▶ _TASK DIRECTIONS_
The string "compass" may appear in lines of the data; report how many lines contain it, with no other output.

▶ _INFORMATION PROVIDED_

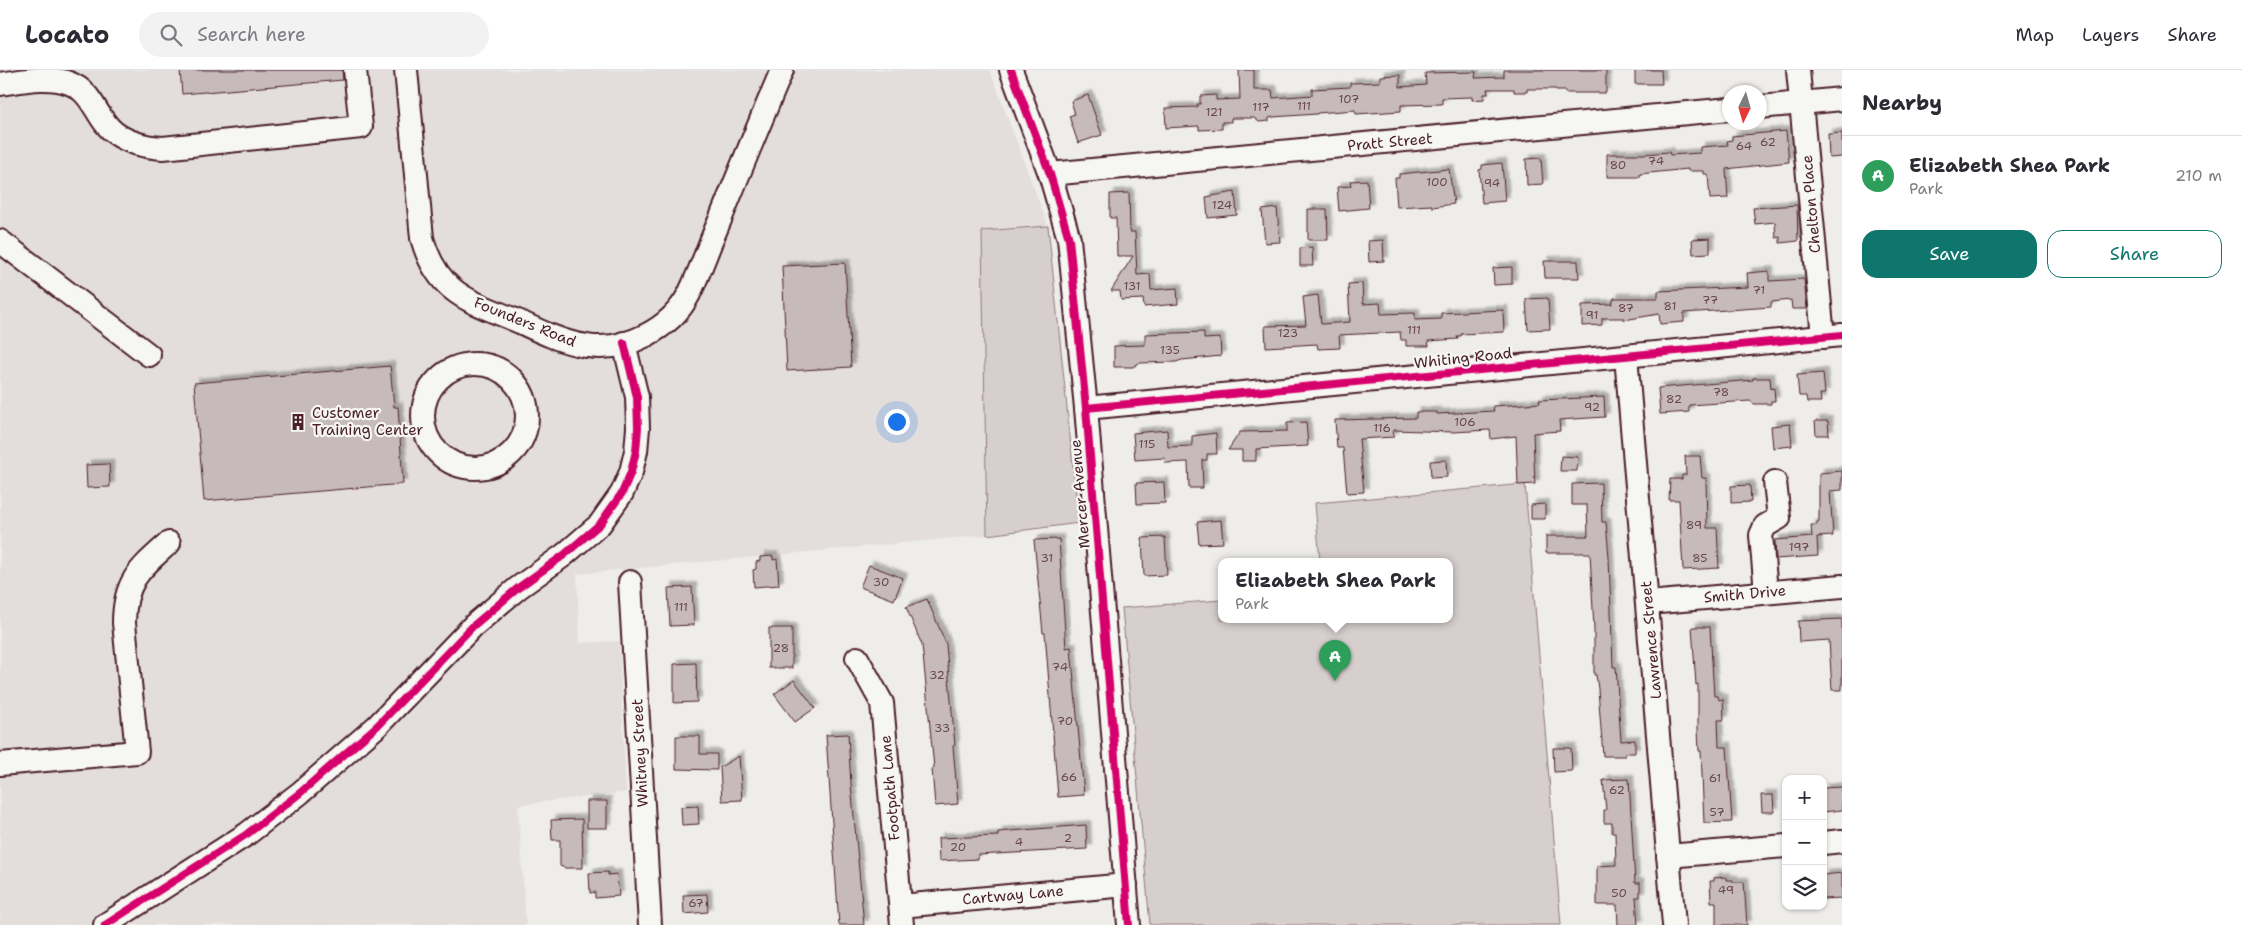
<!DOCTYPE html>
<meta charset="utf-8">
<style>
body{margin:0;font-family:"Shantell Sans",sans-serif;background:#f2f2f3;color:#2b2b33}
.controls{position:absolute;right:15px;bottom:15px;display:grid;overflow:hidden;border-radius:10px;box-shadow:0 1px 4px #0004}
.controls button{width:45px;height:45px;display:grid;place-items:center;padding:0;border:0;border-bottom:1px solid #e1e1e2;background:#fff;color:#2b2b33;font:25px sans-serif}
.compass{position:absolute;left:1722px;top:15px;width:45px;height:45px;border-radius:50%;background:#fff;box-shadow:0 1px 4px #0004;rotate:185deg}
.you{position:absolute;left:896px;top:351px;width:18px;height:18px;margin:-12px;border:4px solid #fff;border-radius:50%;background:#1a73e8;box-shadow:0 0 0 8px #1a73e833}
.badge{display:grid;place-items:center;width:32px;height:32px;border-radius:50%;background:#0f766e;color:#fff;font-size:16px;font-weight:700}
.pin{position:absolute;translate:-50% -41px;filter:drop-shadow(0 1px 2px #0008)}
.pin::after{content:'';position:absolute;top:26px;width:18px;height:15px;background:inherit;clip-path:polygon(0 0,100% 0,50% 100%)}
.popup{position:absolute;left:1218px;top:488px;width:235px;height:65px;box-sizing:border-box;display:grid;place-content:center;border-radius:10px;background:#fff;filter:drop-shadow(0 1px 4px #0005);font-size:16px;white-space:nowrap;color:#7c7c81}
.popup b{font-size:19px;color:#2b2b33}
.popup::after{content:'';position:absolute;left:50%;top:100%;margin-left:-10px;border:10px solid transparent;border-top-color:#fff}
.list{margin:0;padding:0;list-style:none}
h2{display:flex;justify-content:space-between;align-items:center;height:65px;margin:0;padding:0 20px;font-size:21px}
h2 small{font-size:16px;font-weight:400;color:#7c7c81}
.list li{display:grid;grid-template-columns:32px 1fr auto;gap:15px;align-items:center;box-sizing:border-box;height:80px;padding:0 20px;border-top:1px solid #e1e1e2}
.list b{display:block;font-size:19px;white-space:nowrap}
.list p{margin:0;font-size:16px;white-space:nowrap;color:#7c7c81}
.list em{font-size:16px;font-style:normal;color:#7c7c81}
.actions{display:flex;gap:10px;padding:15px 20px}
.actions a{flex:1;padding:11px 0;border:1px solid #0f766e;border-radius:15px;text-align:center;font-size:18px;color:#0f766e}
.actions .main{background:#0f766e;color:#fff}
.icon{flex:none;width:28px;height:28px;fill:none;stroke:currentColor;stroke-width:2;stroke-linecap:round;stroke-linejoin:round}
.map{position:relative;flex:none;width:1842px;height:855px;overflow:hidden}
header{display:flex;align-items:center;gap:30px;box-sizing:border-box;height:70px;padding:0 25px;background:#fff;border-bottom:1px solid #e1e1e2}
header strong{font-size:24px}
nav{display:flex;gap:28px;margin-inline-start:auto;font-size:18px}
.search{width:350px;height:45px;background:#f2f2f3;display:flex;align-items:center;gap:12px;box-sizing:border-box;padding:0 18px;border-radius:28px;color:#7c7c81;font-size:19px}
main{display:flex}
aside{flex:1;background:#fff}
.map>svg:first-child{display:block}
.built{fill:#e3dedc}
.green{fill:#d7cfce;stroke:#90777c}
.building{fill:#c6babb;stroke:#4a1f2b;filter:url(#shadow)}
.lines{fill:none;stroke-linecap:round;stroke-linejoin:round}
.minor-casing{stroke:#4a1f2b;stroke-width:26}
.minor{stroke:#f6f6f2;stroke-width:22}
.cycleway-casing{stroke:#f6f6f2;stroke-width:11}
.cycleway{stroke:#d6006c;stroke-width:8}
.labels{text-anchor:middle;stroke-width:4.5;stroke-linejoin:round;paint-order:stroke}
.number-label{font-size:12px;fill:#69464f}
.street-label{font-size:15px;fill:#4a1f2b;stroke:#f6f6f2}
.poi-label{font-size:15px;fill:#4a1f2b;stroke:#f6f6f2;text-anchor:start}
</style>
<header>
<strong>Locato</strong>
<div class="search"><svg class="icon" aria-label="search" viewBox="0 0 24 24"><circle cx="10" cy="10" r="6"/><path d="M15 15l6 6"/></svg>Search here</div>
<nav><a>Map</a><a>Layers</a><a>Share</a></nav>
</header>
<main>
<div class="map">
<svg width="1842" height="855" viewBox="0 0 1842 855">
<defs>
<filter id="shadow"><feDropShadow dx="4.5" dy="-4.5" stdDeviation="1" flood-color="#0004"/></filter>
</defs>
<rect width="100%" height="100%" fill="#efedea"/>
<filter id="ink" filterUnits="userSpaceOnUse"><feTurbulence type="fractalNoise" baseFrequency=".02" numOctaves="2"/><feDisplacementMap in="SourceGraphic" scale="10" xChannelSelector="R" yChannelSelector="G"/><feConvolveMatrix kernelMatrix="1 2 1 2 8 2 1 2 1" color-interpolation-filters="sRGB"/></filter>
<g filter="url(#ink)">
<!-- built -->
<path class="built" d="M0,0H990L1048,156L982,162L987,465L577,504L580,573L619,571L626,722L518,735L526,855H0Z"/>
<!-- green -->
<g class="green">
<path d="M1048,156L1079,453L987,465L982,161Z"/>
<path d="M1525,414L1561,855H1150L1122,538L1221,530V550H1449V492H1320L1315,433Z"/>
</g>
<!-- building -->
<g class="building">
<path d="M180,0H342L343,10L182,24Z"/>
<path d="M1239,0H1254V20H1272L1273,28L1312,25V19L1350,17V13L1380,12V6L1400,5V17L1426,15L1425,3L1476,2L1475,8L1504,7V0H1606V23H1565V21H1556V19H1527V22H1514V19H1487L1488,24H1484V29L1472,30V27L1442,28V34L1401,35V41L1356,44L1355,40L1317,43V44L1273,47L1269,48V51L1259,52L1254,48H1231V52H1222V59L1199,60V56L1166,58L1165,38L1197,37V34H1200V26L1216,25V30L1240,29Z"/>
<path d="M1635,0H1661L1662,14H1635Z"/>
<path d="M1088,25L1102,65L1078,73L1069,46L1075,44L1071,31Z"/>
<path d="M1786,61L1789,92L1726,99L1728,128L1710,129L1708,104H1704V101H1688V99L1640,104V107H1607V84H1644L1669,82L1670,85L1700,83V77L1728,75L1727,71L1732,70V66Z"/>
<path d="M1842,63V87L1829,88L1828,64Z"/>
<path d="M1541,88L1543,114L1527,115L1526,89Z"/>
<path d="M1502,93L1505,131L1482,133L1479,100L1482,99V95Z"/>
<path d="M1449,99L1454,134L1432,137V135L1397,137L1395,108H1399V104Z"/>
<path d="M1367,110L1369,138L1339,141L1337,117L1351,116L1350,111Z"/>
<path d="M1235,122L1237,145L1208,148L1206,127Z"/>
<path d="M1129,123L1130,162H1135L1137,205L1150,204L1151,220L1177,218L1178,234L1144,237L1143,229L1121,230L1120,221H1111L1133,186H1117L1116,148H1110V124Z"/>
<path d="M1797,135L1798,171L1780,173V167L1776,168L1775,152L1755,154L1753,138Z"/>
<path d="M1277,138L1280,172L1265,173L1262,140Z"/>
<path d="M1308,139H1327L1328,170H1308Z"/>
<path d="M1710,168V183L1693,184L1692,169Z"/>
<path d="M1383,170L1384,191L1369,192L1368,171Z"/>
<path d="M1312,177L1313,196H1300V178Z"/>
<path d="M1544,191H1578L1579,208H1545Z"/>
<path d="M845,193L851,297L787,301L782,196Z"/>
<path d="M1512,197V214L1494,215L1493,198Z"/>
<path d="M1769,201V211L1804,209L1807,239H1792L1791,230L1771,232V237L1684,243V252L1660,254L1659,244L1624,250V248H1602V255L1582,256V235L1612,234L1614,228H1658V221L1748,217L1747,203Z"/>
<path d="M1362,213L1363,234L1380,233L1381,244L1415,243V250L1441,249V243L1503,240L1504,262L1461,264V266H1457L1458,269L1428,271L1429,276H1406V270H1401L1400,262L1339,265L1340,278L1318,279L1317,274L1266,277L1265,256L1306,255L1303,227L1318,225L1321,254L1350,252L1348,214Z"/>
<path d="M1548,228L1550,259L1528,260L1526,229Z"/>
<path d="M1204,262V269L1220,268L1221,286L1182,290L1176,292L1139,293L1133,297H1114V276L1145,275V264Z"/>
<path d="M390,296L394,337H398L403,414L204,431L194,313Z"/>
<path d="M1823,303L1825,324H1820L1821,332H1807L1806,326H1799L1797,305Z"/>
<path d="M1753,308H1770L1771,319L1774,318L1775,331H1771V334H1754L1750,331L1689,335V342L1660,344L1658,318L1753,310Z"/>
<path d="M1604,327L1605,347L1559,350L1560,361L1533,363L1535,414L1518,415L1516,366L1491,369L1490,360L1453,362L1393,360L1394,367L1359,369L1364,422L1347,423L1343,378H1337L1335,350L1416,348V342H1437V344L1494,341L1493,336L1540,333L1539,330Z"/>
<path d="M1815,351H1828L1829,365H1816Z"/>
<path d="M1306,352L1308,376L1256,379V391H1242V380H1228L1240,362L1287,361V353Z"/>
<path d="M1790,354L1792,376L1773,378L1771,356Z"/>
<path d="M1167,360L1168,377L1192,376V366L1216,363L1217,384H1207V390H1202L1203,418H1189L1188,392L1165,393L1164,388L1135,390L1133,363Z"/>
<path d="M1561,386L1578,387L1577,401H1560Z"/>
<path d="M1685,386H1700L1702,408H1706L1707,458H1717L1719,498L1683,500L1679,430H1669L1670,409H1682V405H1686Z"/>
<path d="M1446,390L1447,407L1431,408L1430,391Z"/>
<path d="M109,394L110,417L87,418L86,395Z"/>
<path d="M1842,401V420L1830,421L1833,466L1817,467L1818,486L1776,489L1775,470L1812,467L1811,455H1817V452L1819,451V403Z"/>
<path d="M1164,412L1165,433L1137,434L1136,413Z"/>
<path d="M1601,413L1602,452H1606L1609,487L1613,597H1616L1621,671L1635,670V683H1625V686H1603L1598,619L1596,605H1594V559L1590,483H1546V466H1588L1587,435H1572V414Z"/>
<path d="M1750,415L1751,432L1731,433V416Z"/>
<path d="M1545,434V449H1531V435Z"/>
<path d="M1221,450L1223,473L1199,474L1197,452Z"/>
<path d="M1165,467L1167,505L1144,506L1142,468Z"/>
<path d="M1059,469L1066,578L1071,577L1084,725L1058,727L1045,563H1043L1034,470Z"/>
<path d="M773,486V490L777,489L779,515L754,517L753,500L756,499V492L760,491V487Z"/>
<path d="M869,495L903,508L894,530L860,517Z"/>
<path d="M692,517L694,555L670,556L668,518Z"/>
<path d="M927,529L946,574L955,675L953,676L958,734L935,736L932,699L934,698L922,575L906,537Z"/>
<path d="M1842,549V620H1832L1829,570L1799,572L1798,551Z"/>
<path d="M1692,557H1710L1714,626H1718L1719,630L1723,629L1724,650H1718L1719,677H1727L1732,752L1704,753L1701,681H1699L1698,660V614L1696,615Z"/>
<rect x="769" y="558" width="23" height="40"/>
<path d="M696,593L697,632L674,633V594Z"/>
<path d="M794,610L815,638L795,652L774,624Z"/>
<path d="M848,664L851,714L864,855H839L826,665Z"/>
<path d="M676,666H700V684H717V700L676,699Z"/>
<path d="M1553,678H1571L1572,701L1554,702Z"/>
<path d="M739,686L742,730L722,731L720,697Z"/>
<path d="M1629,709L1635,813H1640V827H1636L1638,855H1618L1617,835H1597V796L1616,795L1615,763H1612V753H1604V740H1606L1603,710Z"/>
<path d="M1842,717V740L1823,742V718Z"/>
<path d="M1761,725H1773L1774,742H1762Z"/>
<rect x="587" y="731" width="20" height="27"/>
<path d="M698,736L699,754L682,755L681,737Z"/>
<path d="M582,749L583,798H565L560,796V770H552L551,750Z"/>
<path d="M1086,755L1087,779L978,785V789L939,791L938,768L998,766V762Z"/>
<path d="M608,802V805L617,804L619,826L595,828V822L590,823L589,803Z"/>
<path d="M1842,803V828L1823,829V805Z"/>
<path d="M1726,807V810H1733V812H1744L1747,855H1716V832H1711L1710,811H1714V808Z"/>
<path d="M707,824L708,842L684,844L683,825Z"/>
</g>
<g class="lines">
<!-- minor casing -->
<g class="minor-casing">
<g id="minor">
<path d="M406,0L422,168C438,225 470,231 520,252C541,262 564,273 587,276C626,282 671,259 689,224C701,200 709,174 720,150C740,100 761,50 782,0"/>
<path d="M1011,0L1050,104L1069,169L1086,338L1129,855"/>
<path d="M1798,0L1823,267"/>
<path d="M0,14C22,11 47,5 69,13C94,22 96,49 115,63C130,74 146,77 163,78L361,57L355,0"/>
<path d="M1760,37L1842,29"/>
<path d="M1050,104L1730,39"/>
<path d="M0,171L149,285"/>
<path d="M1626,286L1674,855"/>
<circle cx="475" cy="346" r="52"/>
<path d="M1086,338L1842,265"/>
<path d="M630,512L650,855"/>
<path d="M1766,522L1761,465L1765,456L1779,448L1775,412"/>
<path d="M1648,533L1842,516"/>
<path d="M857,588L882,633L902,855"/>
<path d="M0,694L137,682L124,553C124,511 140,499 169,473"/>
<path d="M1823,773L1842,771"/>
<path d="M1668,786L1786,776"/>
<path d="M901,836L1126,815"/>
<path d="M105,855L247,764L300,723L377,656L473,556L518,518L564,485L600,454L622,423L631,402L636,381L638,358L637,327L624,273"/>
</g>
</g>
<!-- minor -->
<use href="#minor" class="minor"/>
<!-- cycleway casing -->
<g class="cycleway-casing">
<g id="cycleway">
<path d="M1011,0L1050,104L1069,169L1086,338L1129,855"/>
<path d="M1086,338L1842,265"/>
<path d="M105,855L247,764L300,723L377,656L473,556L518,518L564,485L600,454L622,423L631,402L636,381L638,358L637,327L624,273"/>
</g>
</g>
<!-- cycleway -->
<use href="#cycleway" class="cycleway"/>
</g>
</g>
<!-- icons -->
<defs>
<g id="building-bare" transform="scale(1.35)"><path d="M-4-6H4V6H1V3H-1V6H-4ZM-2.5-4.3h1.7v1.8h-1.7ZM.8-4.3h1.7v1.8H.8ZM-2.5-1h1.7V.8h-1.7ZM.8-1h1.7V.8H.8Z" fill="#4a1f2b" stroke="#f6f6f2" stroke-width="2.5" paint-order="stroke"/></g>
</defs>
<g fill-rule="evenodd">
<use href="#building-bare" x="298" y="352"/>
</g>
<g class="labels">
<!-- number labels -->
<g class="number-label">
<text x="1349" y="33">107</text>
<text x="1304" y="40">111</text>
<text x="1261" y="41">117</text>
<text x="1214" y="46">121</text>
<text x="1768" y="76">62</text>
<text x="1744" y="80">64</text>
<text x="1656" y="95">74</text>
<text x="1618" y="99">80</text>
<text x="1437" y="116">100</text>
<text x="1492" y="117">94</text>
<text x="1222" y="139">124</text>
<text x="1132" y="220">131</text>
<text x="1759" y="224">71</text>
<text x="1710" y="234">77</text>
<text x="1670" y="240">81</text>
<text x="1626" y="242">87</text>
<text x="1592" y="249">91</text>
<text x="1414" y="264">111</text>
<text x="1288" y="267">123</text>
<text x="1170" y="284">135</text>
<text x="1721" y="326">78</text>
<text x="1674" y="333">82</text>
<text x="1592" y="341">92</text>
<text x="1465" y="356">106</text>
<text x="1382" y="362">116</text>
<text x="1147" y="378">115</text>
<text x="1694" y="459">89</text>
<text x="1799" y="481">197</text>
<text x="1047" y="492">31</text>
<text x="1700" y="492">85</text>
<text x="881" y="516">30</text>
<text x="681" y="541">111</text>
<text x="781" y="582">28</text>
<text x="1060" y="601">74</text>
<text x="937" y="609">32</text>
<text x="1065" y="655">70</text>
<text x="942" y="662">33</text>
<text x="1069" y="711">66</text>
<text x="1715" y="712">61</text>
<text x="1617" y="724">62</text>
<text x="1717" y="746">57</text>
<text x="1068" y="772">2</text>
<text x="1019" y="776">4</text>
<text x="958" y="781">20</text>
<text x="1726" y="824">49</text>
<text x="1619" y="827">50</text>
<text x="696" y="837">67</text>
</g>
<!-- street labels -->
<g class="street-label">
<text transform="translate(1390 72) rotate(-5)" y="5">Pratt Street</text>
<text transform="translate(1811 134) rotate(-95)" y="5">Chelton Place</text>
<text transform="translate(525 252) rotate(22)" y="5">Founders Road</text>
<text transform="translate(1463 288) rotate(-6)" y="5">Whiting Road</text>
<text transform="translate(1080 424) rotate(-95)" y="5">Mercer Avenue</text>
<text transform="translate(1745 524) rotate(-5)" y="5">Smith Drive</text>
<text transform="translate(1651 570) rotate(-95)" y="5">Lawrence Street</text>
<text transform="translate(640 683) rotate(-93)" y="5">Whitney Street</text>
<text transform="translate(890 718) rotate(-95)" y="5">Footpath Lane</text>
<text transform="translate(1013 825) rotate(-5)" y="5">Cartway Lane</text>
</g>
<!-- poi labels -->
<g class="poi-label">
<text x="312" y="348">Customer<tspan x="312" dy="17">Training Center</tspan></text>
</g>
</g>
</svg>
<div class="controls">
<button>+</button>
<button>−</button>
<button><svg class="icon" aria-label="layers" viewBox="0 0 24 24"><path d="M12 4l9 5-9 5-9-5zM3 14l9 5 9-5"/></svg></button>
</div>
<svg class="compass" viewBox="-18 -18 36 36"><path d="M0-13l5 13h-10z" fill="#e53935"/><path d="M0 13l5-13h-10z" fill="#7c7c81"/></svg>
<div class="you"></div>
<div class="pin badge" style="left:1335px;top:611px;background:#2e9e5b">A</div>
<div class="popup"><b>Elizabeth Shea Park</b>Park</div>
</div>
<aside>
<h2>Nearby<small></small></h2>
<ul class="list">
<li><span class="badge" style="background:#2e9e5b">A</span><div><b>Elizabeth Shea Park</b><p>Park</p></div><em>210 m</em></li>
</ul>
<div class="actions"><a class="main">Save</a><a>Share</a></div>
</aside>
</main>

▶ _TASK RESULT_
2